Imagine a Britain where access to Wikipedia is restricted not by a hostile foreign power, nor by a rogue ISP, but by our own government. This is no dystopian fantasy; it is the potential consequence of the Online Safety Act—legislation passed, ironically, in the name of safety but now threatening the very infrastructure of free knowledge.
Under the Act, Wikipedia—a globally trusted, not-for-profit educational site—could be forced to limit UK users, distort its open-editing model, and verify the identities of its volunteer moderators. Why? Because any service with more than seven million users that features recommendation tools or link-sharing may be classified as a “category one” platform, subject to the same regulatory burdens as TikTok or Facebook—algorithm-driven entertainment giants with wholly different structures and risks. The UK could become the first liberal democracy to block itself from an online encyclopaedia.
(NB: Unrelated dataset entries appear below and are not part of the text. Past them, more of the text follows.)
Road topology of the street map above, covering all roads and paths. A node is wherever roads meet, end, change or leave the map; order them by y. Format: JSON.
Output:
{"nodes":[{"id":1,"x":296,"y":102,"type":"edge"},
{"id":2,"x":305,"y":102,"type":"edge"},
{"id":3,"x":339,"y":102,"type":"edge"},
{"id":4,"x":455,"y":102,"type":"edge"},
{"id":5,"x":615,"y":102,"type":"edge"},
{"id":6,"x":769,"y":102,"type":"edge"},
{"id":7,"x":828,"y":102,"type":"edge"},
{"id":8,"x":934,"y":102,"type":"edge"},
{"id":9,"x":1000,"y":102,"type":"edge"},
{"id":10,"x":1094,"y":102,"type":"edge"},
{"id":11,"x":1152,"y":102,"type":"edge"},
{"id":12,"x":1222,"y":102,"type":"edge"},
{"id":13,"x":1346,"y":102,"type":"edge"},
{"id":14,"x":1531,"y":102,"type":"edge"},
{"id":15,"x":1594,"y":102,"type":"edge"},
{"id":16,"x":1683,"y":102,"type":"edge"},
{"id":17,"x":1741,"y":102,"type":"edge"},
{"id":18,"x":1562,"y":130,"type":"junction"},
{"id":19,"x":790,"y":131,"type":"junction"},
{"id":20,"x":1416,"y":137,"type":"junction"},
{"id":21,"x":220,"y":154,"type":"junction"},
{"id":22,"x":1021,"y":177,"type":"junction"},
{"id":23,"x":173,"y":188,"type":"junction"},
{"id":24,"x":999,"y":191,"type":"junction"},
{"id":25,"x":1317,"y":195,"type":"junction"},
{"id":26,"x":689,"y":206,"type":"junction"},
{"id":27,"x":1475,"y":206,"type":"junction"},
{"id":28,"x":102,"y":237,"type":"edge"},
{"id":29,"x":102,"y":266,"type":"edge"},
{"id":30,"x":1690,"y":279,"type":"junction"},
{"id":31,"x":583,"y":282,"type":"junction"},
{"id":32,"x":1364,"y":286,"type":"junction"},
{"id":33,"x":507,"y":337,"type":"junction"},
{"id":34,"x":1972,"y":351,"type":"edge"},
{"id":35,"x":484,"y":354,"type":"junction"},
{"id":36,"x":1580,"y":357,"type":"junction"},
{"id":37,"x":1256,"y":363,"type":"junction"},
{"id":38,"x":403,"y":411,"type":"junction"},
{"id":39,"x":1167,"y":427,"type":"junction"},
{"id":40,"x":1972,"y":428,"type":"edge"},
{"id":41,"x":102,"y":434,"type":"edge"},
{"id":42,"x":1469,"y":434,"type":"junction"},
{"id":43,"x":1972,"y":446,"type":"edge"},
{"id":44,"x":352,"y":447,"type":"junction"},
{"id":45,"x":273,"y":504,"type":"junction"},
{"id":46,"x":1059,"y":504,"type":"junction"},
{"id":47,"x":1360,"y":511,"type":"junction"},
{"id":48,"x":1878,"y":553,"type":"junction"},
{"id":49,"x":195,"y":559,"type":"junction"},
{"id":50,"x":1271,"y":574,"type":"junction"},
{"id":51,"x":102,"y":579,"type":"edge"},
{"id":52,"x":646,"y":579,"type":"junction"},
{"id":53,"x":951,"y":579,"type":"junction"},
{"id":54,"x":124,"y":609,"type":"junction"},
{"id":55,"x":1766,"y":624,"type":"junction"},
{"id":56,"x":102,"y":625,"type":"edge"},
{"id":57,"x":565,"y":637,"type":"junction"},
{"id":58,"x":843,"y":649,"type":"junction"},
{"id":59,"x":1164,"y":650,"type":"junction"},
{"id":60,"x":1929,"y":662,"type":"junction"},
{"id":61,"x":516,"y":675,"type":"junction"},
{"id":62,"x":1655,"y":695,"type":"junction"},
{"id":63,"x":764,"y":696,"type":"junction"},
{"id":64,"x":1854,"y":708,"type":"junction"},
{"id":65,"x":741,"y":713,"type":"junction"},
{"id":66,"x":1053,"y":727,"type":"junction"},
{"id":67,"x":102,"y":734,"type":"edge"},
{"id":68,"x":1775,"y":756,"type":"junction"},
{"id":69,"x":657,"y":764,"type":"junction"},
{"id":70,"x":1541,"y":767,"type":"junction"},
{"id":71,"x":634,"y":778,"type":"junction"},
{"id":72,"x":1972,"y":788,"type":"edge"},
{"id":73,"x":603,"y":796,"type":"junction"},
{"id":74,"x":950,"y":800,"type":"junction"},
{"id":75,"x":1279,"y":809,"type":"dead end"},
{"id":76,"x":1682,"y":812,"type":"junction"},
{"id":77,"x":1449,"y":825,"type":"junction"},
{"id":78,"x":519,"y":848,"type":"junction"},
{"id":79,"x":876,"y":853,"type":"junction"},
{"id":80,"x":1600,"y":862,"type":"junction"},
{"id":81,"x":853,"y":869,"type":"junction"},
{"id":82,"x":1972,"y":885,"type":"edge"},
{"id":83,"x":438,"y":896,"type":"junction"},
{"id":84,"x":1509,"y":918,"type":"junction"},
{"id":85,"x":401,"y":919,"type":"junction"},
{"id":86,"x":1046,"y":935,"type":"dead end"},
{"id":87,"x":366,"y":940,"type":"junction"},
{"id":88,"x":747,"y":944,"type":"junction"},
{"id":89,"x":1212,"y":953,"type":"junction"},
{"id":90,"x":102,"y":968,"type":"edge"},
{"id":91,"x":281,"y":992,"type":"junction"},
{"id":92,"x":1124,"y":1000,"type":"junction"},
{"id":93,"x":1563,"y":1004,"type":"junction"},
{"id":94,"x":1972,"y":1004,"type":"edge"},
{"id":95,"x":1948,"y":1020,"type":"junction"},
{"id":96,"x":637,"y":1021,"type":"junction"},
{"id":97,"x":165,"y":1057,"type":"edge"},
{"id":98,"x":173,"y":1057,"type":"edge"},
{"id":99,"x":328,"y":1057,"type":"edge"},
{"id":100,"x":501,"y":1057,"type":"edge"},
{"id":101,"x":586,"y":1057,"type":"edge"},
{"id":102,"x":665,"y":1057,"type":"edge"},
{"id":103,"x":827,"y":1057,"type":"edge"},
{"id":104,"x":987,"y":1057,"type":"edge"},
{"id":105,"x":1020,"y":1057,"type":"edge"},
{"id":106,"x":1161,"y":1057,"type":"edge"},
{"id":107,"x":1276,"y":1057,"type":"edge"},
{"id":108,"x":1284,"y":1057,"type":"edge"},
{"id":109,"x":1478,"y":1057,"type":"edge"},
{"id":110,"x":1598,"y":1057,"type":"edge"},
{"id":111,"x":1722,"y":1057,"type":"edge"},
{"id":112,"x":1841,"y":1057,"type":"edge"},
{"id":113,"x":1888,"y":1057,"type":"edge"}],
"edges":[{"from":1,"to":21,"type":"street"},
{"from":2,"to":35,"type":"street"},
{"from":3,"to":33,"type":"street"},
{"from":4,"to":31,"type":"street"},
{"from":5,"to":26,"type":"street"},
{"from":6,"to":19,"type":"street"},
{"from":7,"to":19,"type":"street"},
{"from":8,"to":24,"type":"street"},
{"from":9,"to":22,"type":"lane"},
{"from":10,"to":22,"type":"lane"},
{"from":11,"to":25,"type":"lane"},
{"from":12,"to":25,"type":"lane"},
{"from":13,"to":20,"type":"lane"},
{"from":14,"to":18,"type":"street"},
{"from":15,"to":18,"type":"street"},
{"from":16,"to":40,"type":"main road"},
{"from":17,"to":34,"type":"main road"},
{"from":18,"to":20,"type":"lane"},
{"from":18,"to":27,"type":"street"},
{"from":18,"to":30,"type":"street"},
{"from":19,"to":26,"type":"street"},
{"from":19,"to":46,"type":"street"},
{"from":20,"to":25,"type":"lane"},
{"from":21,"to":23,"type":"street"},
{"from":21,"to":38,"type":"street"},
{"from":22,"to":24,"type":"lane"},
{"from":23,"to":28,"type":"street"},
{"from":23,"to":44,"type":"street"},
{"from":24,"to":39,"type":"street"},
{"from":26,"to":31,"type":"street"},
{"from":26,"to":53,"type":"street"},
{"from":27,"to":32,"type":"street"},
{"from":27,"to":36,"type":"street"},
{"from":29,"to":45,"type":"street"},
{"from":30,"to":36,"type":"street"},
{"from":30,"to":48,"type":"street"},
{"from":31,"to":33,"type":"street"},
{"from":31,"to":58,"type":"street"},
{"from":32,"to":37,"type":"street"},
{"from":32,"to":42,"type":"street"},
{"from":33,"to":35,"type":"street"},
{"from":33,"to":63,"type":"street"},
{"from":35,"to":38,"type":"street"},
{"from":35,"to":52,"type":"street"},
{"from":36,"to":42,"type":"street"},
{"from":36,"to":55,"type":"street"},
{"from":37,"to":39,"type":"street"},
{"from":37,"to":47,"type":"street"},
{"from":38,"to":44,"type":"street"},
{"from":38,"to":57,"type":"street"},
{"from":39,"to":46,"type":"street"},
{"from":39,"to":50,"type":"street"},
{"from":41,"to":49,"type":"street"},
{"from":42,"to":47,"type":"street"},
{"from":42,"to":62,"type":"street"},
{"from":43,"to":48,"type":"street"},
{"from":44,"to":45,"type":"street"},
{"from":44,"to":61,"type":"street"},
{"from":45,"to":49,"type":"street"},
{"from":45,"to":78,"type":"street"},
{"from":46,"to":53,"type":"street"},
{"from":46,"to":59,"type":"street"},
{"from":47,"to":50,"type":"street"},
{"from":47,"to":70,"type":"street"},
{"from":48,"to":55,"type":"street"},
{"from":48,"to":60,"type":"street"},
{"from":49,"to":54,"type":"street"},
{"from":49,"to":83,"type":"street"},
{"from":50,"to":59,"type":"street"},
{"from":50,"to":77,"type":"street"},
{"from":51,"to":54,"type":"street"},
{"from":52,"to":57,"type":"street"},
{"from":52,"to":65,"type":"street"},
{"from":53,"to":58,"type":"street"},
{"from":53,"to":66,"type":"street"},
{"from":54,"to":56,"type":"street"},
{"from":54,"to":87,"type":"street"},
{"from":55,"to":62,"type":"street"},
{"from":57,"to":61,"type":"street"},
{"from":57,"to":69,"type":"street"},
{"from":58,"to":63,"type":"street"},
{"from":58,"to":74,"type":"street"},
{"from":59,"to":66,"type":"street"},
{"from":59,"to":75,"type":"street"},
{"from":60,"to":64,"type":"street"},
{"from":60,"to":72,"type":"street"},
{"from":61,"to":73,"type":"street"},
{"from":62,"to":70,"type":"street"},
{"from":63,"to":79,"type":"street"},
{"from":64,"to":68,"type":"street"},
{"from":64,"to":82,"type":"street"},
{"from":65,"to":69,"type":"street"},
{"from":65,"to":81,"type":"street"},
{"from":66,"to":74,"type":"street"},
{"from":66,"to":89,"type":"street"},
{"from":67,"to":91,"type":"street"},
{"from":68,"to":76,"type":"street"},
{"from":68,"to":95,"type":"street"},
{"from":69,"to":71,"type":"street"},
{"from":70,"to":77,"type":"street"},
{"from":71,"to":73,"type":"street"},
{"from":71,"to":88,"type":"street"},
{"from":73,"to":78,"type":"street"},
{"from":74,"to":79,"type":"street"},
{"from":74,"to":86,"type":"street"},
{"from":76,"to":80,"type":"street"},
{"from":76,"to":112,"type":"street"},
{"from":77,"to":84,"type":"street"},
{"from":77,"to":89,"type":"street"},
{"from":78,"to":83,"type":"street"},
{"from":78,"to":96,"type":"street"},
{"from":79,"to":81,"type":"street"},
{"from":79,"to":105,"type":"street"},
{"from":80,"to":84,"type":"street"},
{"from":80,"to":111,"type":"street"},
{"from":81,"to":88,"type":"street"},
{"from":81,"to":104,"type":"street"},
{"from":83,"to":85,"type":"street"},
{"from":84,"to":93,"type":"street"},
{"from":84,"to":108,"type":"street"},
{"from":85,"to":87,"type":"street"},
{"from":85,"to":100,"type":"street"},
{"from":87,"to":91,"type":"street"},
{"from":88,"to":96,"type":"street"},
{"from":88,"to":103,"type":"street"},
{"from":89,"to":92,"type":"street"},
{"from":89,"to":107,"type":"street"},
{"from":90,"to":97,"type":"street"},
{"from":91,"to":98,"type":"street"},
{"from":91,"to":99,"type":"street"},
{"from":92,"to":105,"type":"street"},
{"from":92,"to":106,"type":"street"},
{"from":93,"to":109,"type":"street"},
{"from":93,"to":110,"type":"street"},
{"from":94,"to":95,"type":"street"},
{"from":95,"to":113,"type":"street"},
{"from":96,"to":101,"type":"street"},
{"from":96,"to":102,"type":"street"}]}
Responsibility for this legislative vandalism lies with a gallery of digital, culture, media, and sport ministers who had little grasp of the internet and even less humility: Nadine Dorries, whose technological insight seemed limited to whether a programme had subtitles; Michelle Donelan, who shepherded the Bill through Parliament with slogans and sound bites; Lucy Frazer, who confused regulation with repression; and Peter Kyle, now in court arguing that the harms are hypothetical, as though passing sweeping laws and hoping for the best were an acceptable digital policy.
This law does not make us safer; it makes us smaller, poorer, and more parochial. It is censorship under another name. Though sold as a measure to protect children and stop illegal content—a noble aim—its drafting is so broad, its application so clumsy, that it will hobble legitimate services instead of halting harmful ones.
It fails because it treats all large platforms alike, ignoring the gulf between attention-manipulating networks and collaborative knowledge projects. Wikipedia is an encyclopaedia, not a dopamine slot machine. The Act creates legal risks for anonymity, undermining the volunteer model that makes Wikipedia possible. It punishes sites simply for recommending useful information, and it encourages self-censorship, as services will over-block content or restrict access to avoid fines of up to £18 million or ten per cent of global turnover. In the name of protection, it infantilises citizens who are entitled to freedom of inquiry.
As if the economic and academic restraints of Brexit were not damaging enough, we now impose informational restraints—amputating our own intellect. The UK increasingly behaves not like an open democracy but a wary provincial state, mimicking the strategies of closed ones. In Russia, Wikipedia is blocked outright under disinformation laws; in Britain, it may be throttled under safety laws. In Russia, real-name registration is required; in Britain, identity verification may be demanded of Wikipedia editors. The difference is one of degree, not kind.
Wikipedia does not harvest data, sell ads, or serve political agendas. It has no billionaire CEO tweeting policy on a whim. Yet it risks being shackled simply because it is popular, free, and open source. When lawmakers apply rules designed for Silicon Valley behemoths to educational charities, they reveal their ignorance: they are not keeping anyone safe—they are dismantling a pillar of democracy, the free exchange of knowledge.
Instead of quarantining the internet, Britain should invest in digital literacy, improve content-moderation standards through international cooperation, and apply proportionate oversight where actual harm occurs. Censorship does not work; education does. If we continue down this path, we will find ourselves regulated like autocracies, governed by mediocrity, and informed by algorithms designed in fear. And the bitter irony? We will be unable to look up the history of our mistake—because Wikipedia will not load.